At work, I recently had a need to put in place a scalable logging solution based around the ELK stack.

Issues with Multicast networking aside,  Elasticsearch scales pretty well on its own without the need for any additional overheads, however discovering whether a node is online or not and connecting only to available nodes can be tricky.

Scaling Logstash can be tricky, but it basically involves adding more Logstash servers to the mix and pointing them at your Elasticsearch cluster by defining multiple hosts in your Logstash configuration.

Kibana (like most web applications) can only have one Elasticsearch host defined in the config, so scaling out Kibana is more difficult.

The above raises the question – how do I know which Elasticsearch node to point my configuration at if I don’t know whether they are there or not.

The answer came in the form of consul.io.  If you’ve not looked at Consul before then I can highly recommend it as a good way of providing rudimentary cluster status and service advertising with very little overhead.

The concept behind Consul is that you have a daemon running on each of your servers that talks (via a gossip protocol) to other hosts on your network.  You have a consul server that all the nodes are aware of and then once they have seen each other via this central server then they can talk directly over the network.

The Consul daemon itself acts as a local DNS resolver for the datacentre and both advertises and load-balances (via DNS Round Robin) services across the appropriate hosts.  As an example, let’s suppose we have three Elasticsearch Nodes already configured in an Elasticsearch Cluster.  We put the following configuration into /etc/consul.d/elasticsearch.service.json:

{
"service" : {
"name" : "elasticsearch",
"tags" : [
"es"
],
"port" : 9200
}
}

and we restart consul.

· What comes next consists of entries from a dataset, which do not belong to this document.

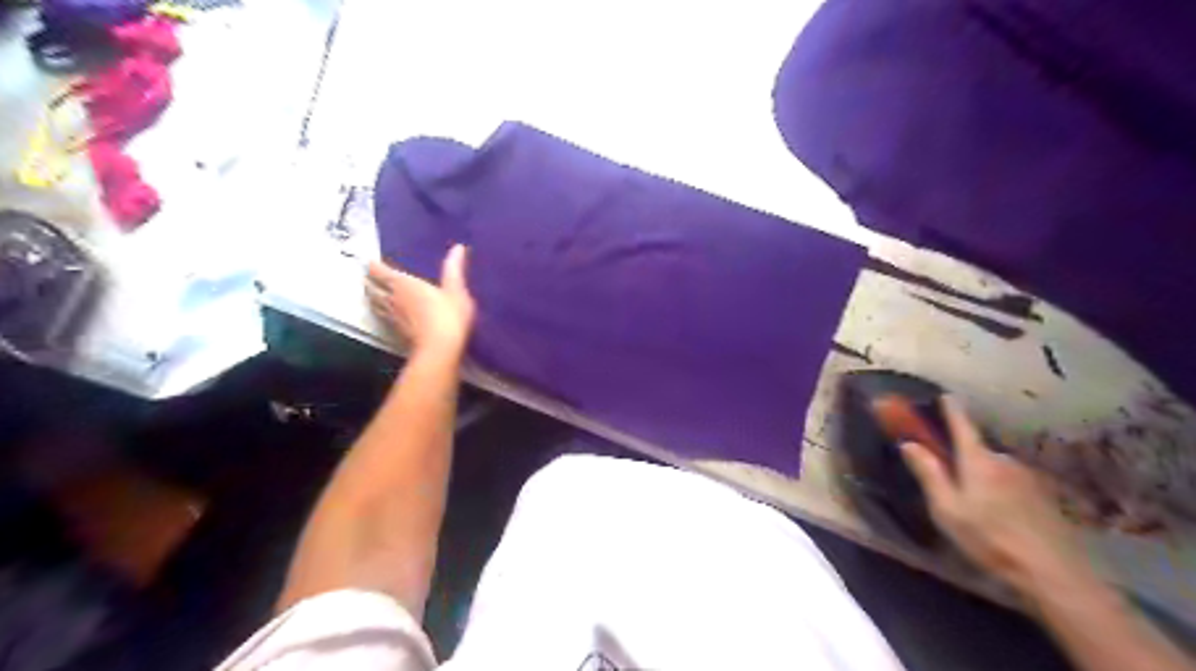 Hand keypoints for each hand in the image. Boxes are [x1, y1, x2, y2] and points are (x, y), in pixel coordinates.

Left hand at [364, 245, 476, 352]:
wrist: (440, 349)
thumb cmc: (448, 315)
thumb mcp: (456, 289)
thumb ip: (454, 269)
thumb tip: (458, 247)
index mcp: (404, 284)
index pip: (380, 271)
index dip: (374, 266)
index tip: (369, 261)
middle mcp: (392, 299)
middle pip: (372, 288)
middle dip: (369, 282)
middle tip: (367, 278)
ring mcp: (392, 318)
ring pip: (375, 304)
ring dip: (372, 298)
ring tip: (372, 294)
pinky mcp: (396, 334)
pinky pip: (383, 319)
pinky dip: (381, 314)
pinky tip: (386, 316)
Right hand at [901, 396, 1089, 594]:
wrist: (1052, 573)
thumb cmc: (988, 538)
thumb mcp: (946, 508)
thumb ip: (928, 473)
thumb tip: (909, 443)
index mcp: (977, 461)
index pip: (962, 426)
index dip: (952, 409)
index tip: (945, 395)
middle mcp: (1004, 461)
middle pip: (977, 450)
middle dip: (963, 457)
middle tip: (952, 481)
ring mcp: (1027, 478)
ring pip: (995, 468)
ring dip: (983, 477)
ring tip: (978, 506)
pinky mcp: (1043, 496)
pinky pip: (1012, 483)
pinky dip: (1001, 490)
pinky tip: (1001, 516) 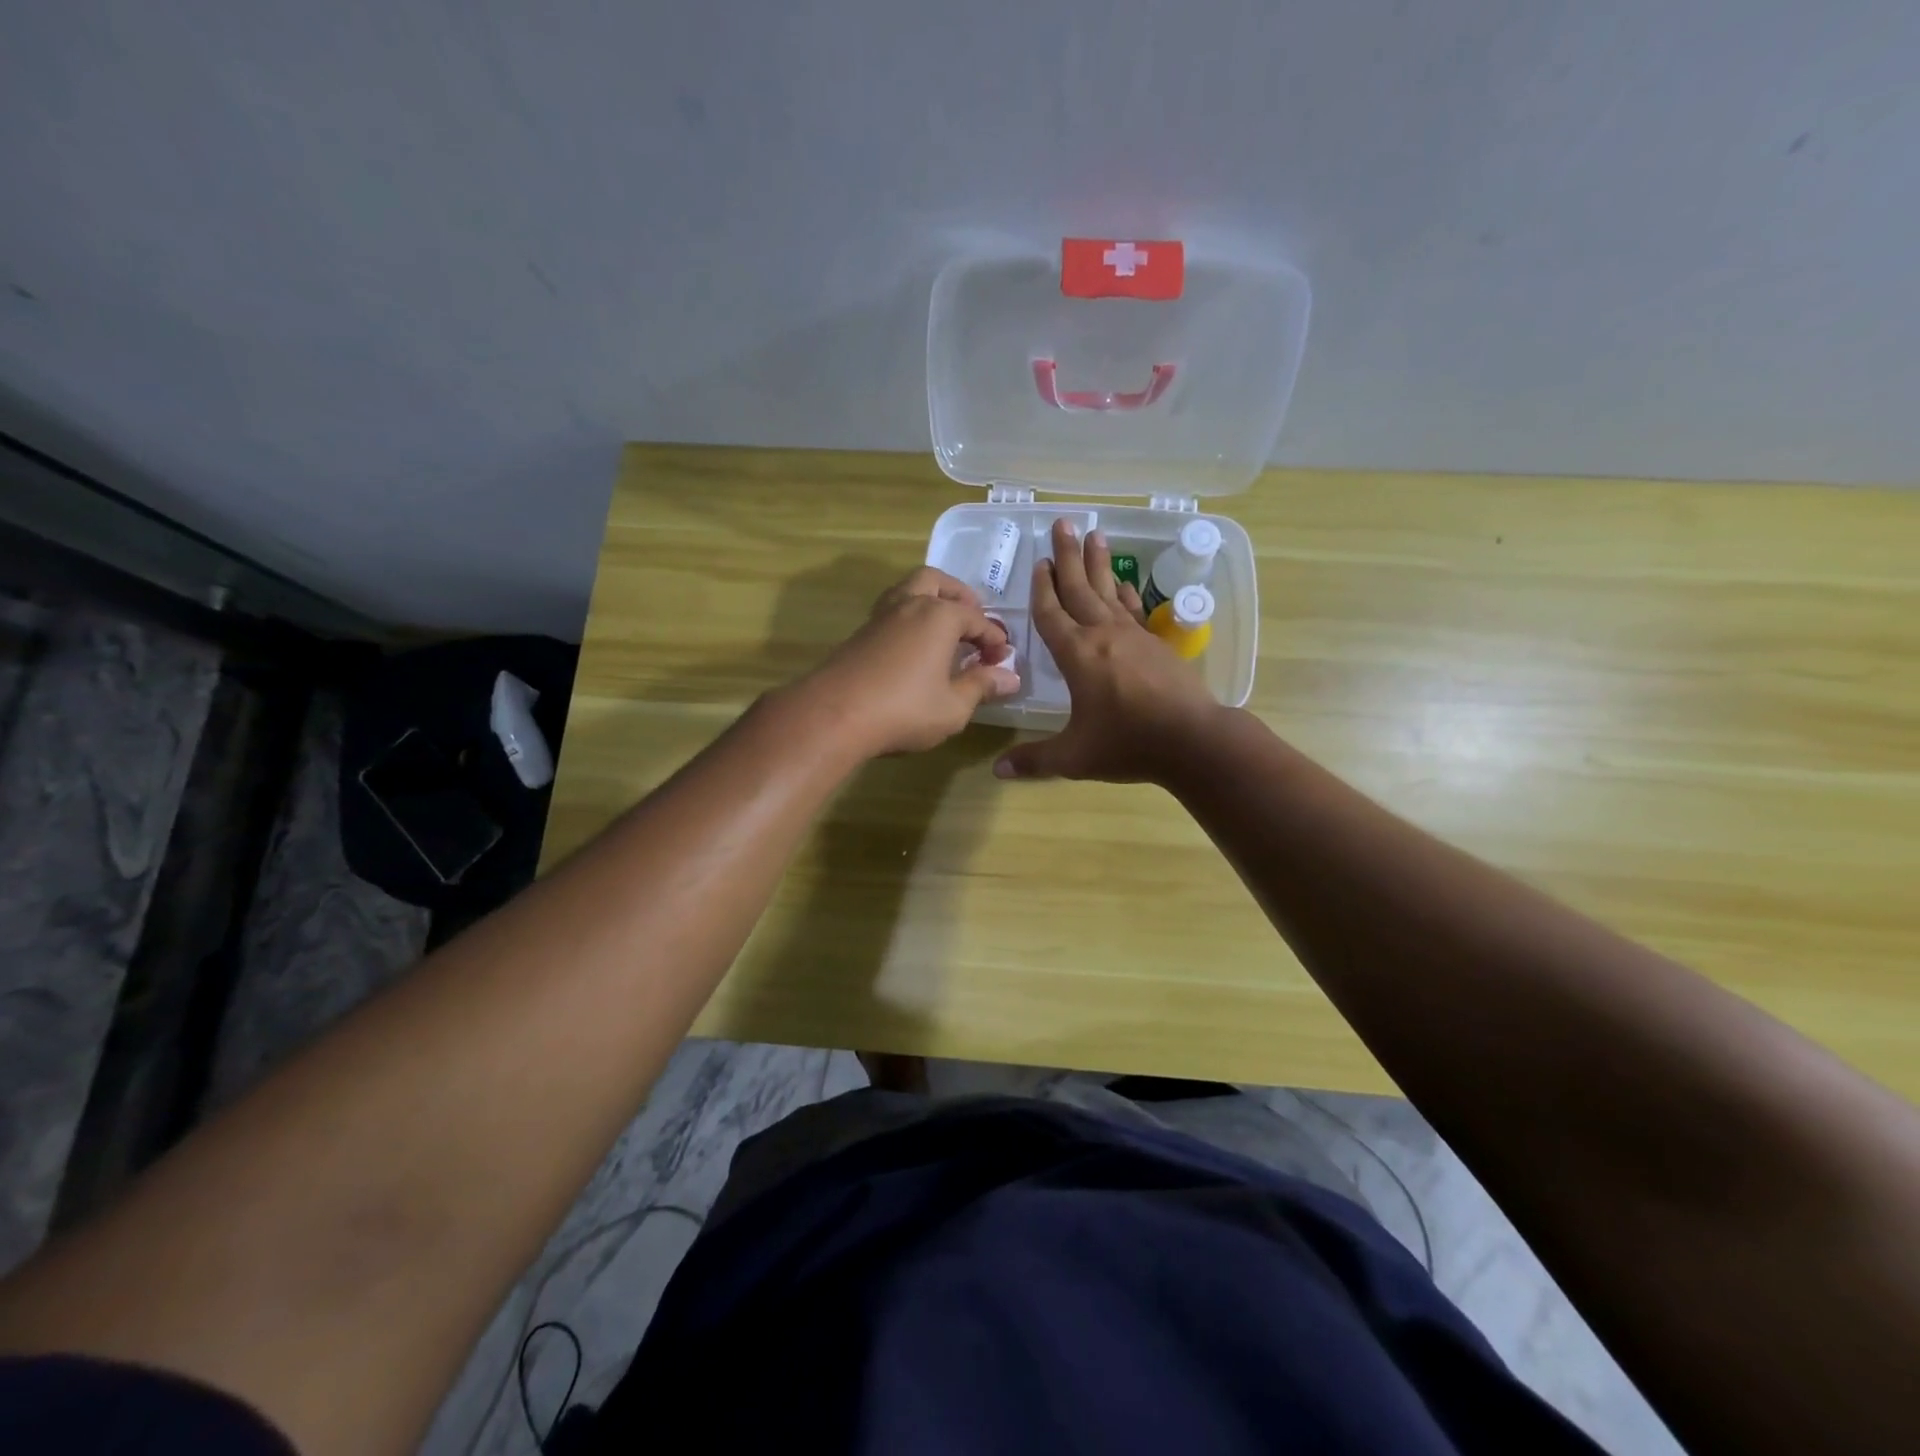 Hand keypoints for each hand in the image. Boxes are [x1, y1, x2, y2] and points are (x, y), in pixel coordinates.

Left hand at [788, 566, 1018, 758]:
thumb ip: (981, 687)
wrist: (834, 715)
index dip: (994, 639)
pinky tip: (914, 648)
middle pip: (936, 582)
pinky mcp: (860, 634)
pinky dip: (909, 619)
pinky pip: (892, 613)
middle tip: (971, 621)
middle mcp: (910, 605)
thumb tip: (1009, 678)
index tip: (1002, 660)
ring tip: (943, 630)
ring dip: (929, 602)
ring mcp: (880, 617)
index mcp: (939, 616)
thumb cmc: (904, 710)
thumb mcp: (953, 706)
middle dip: (958, 597)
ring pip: (908, 591)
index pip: (977, 619)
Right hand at [994, 520, 1223, 783]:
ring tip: (1095, 535)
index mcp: (1077, 655)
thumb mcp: (1074, 756)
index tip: (1038, 563)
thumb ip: (1034, 761)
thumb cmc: (1128, 744)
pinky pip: (1135, 609)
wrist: (1193, 741)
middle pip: (1080, 588)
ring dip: (1099, 564)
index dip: (1041, 589)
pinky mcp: (1156, 644)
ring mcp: (1134, 636)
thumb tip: (996, 771)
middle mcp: (1103, 635)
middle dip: (1067, 557)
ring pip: (1110, 591)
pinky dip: (1127, 593)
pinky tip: (1125, 583)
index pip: (1051, 614)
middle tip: (1063, 524) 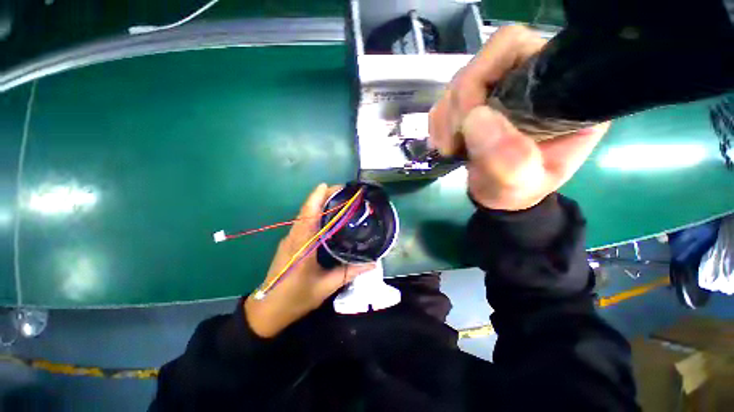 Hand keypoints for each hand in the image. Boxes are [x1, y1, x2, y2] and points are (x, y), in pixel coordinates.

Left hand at [244, 184, 374, 337]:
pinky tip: (327, 218)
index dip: (316, 198)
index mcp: (301, 246)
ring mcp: (289, 240)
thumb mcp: (325, 287)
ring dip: (318, 205)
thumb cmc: (296, 299)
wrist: (267, 311)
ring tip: (337, 201)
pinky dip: (314, 215)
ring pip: (303, 216)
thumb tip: (373, 263)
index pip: (308, 215)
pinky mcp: (289, 243)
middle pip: (306, 211)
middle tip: (342, 192)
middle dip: (321, 197)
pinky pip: (302, 224)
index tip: (328, 186)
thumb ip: (349, 273)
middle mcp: (293, 238)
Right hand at [429, 25, 609, 210]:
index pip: (515, 47)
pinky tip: (446, 145)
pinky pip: (443, 101)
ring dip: (445, 119)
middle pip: (478, 64)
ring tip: (451, 149)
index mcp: (557, 89)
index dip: (483, 74)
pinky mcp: (473, 103)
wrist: (497, 193)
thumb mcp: (521, 184)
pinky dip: (438, 124)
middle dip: (458, 106)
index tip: (469, 119)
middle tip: (456, 143)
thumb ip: (509, 159)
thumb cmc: (517, 189)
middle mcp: (526, 79)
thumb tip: (475, 120)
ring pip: (456, 84)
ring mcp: (495, 89) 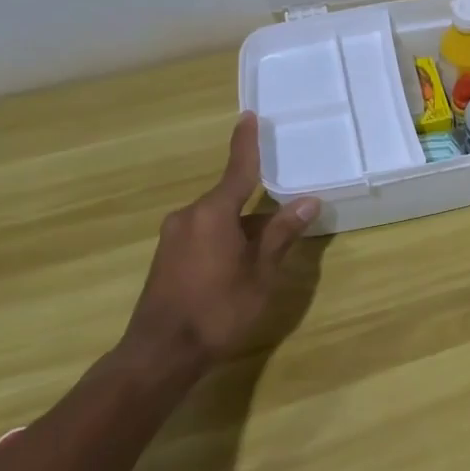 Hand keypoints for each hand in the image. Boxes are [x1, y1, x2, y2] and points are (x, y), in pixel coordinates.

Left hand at [123, 113, 319, 363]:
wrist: (161, 353)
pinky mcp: (167, 257)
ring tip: (268, 246)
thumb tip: (308, 201)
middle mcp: (188, 216)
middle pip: (230, 197)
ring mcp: (174, 237)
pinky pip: (204, 234)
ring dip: (242, 225)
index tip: (249, 117)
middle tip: (285, 210)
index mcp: (213, 213)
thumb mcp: (261, 273)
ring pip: (218, 219)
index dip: (246, 144)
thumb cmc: (218, 309)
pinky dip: (225, 238)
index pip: (237, 170)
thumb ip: (281, 234)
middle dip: (257, 203)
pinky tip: (240, 262) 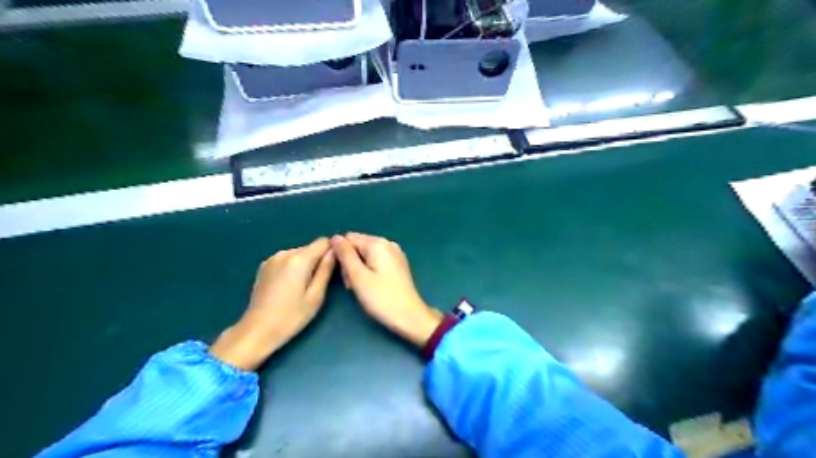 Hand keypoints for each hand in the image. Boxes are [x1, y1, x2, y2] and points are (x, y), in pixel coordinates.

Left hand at [213, 237, 337, 369]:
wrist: (256, 331)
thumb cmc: (291, 316)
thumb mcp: (316, 296)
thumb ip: (326, 270)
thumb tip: (335, 252)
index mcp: (299, 259)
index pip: (323, 242)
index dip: (332, 251)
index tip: (334, 268)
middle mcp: (285, 253)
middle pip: (310, 248)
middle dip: (318, 260)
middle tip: (318, 284)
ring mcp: (272, 259)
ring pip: (299, 254)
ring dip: (305, 265)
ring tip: (303, 287)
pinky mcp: (264, 266)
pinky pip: (287, 260)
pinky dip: (293, 268)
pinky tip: (289, 287)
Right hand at [333, 232, 444, 346]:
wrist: (409, 316)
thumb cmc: (381, 297)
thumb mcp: (358, 276)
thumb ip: (345, 255)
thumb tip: (335, 237)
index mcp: (378, 243)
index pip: (348, 238)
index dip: (340, 254)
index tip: (342, 274)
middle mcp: (388, 244)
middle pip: (358, 245)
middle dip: (349, 262)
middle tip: (351, 284)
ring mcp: (395, 254)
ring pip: (366, 254)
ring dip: (358, 268)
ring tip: (359, 287)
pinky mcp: (397, 265)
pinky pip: (376, 261)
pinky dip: (369, 271)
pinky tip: (369, 285) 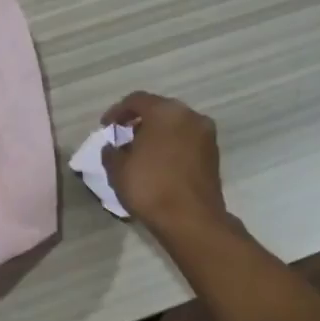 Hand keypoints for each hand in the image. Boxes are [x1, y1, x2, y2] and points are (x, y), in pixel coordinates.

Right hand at [99, 92, 230, 240]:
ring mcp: (206, 135)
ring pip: (175, 125)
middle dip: (139, 121)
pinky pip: (186, 140)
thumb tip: (112, 147)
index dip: (117, 112)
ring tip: (140, 152)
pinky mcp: (214, 154)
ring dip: (157, 134)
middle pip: (159, 110)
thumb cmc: (150, 187)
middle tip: (123, 137)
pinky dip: (171, 145)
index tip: (106, 128)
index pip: (136, 100)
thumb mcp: (118, 169)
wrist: (192, 220)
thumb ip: (111, 152)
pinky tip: (159, 163)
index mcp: (165, 111)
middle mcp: (189, 116) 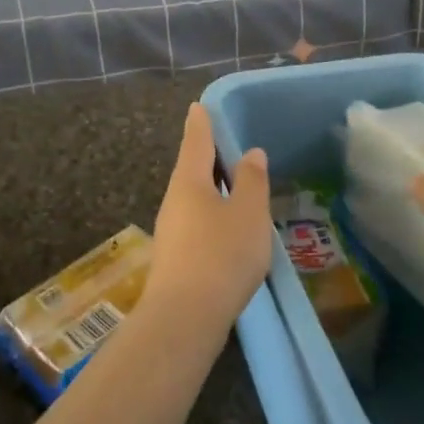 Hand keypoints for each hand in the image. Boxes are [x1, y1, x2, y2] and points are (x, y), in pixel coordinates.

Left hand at [149, 103, 272, 328]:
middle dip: (208, 159)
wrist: (185, 317)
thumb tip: (250, 154)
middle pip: (191, 171)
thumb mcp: (248, 213)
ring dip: (212, 191)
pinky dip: (211, 217)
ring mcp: (171, 232)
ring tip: (234, 190)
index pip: (196, 142)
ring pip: (193, 200)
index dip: (201, 123)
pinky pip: (195, 224)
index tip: (198, 106)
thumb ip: (252, 181)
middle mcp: (173, 201)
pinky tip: (227, 231)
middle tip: (226, 148)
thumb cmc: (221, 254)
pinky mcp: (175, 259)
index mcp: (189, 182) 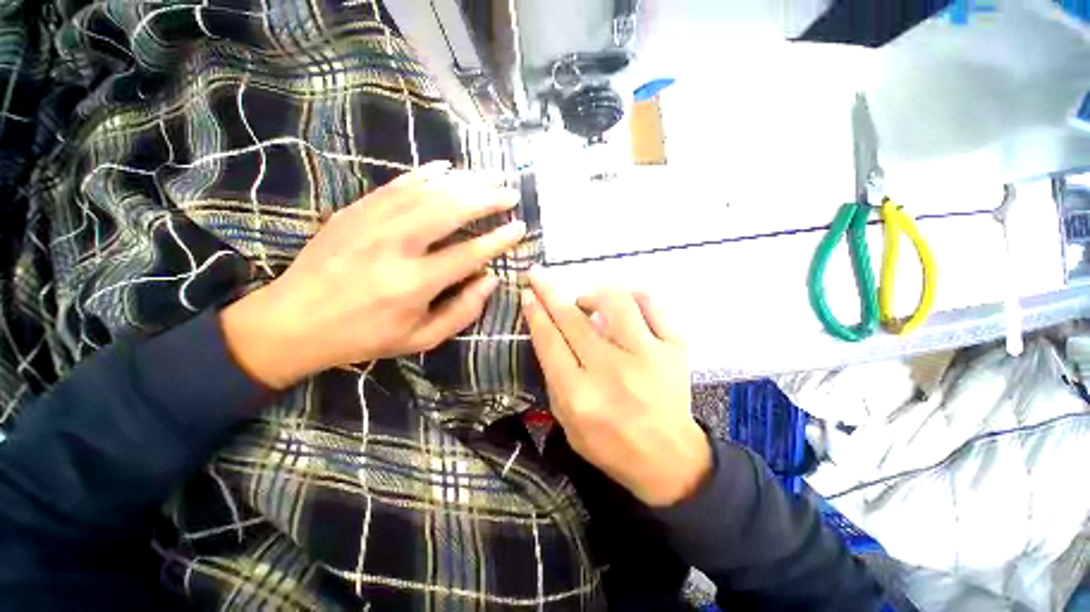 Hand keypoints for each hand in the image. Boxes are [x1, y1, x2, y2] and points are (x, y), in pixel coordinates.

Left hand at [221, 162, 525, 388]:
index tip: (519, 227)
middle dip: (486, 198)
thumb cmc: (364, 337)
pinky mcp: (354, 210)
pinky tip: (446, 168)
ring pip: (427, 191)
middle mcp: (395, 246)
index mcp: (413, 284)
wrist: (291, 321)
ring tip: (489, 176)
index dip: (498, 239)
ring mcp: (371, 222)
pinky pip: (396, 184)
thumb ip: (462, 312)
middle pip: (450, 210)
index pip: (469, 253)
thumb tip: (491, 280)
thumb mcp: (420, 339)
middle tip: (510, 192)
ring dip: (463, 181)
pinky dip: (425, 174)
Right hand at [521, 271, 709, 506]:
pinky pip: (653, 304)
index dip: (535, 312)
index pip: (550, 341)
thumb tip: (547, 330)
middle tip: (539, 276)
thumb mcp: (566, 420)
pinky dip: (634, 296)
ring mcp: (648, 356)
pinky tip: (624, 304)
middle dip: (549, 292)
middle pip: (573, 319)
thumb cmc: (609, 444)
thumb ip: (554, 376)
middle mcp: (612, 370)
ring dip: (593, 294)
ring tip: (586, 301)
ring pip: (615, 302)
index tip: (528, 294)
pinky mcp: (675, 349)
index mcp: (580, 395)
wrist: (667, 458)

In seconds, we can now access our Elasticsearch servers via elasticsearch.service.consul and Consul will setup a health-check and serve a random IP address from the nodes that are available in a cluster every time we query that record.  Cool huh?

Now that we have a single DNS entry that we can point to, we need to configure our servers to talk to consul as well as the rest of the world.  Under Linux, this is very much a solved problem:

  • Install DNSMasq
  • Configure DNSMasq to talk to consul by adding “server=/consul/127.0.0.1#8600” to your DNSMasq config
  • Add “127.0.0.1” as a valid nameserver and “consul” as a valid search to /etc/resolv.conf

I use Ansible to install and configure all of these parts of the infrastructure however there’s nothing to stop you from using Puppet/Chef/CFEngine/Whatever to achieve the same goal.

We can now configure logstash to point to our elasticsearch cluster as easily as this:


output {
elasticsearch {
host => "elasticsearch.service.consul"
protocol => "http"
cluster => "<ELASTICSEARCH CLUSTER NAME>"
}
}

Now logstash will only connect to Elasticsearch Nodes that are online and serving data.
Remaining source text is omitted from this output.